> **EXERCISE INPUT**:
☆ ☆ ☆ ☆ ☆ ☆ ☆

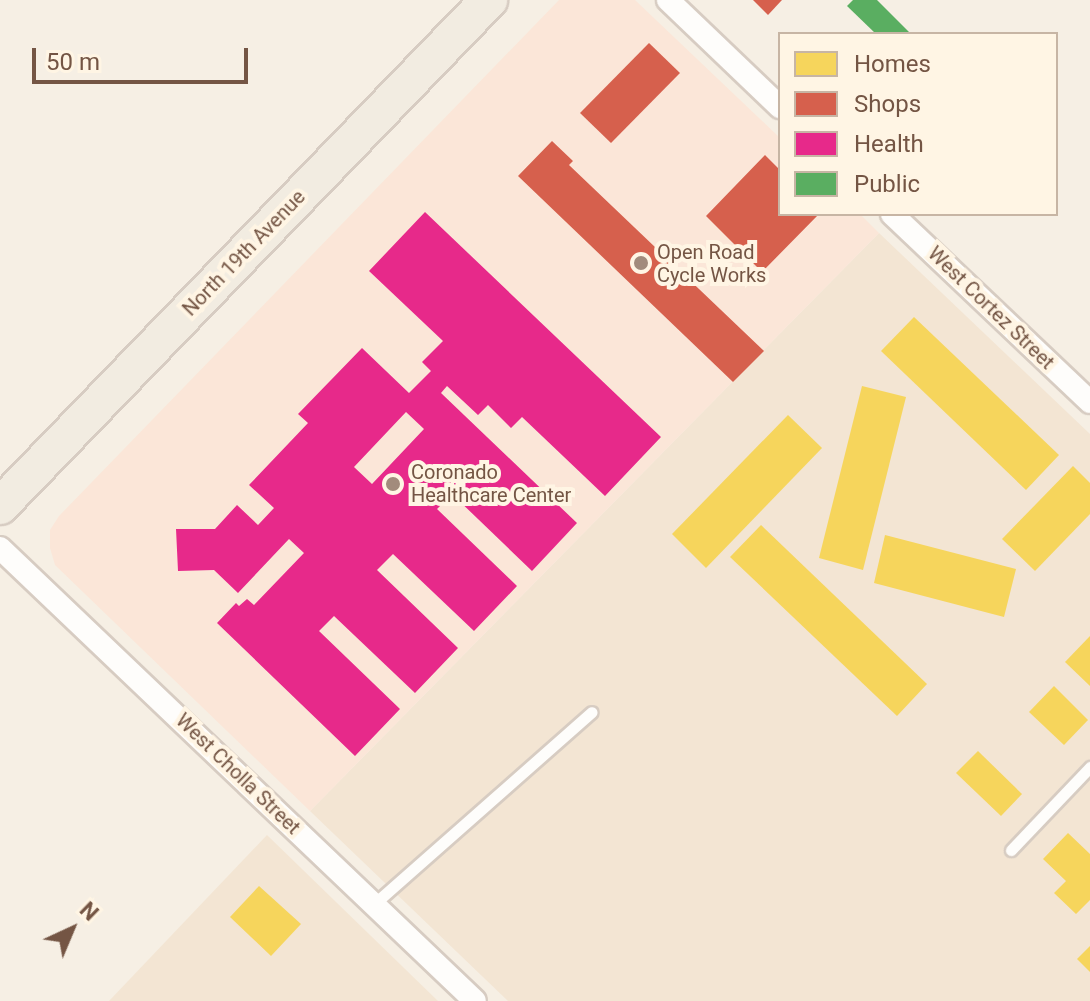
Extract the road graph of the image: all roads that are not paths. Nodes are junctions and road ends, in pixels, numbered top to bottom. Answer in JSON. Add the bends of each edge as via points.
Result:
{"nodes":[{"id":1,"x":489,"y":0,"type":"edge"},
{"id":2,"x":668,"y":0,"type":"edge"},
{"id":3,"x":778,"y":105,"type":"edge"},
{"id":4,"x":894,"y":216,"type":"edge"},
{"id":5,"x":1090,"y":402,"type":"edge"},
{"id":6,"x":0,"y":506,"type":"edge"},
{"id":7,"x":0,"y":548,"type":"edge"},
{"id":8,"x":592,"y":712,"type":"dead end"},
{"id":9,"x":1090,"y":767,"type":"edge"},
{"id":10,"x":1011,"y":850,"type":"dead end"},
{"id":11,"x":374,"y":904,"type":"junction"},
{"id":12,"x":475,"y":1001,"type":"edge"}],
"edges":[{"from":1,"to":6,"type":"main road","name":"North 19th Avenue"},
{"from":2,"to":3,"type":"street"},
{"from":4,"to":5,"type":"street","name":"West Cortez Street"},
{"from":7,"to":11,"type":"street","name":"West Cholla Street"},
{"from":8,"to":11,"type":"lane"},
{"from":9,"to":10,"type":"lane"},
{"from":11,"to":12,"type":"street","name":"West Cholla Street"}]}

☆ ☆ ☆ ☆ ☆ ☆ ☆

> **WHAT THE EXERCISE ASKS**: In your copy, restate the data above word for word but leave out any picture.

> **RESULT**:
Extract the road graph of the image: all roads that are not paths. Nodes are junctions and road ends, in pixels, numbered top to bottom. Answer in JSON. Add the bends of each edge as via points.
Result:
{"nodes":[{"id":1,"x":489,"y":0,"type":"edge"},
{"id":2,"x":668,"y":0,"type":"edge"},
{"id":3,"x":778,"y":105,"type":"edge"},
{"id":4,"x":894,"y":216,"type":"edge"},
{"id":5,"x":1090,"y":402,"type":"edge"},
{"id":6,"x":0,"y":506,"type":"edge"},
{"id":7,"x":0,"y":548,"type":"edge"},
{"id":8,"x":592,"y":712,"type":"dead end"},
{"id":9,"x":1090,"y":767,"type":"edge"},
{"id":10,"x":1011,"y":850,"type":"dead end"},
{"id":11,"x":374,"y":904,"type":"junction"},
{"id":12,"x":475,"y":1001,"type":"edge"}],
"edges":[{"from":1,"to":6,"type":"main road","name":"North 19th Avenue"},
{"from":2,"to":3,"type":"street"},
{"from":4,"to":5,"type":"street","name":"West Cortez Street"},
{"from":7,"to":11,"type":"street","name":"West Cholla Street"},
{"from":8,"to":11,"type":"lane"},
{"from":9,"to":10,"type":"lane"},
{"from":11,"to":12,"type":"street","name":"West Cholla Street"}]}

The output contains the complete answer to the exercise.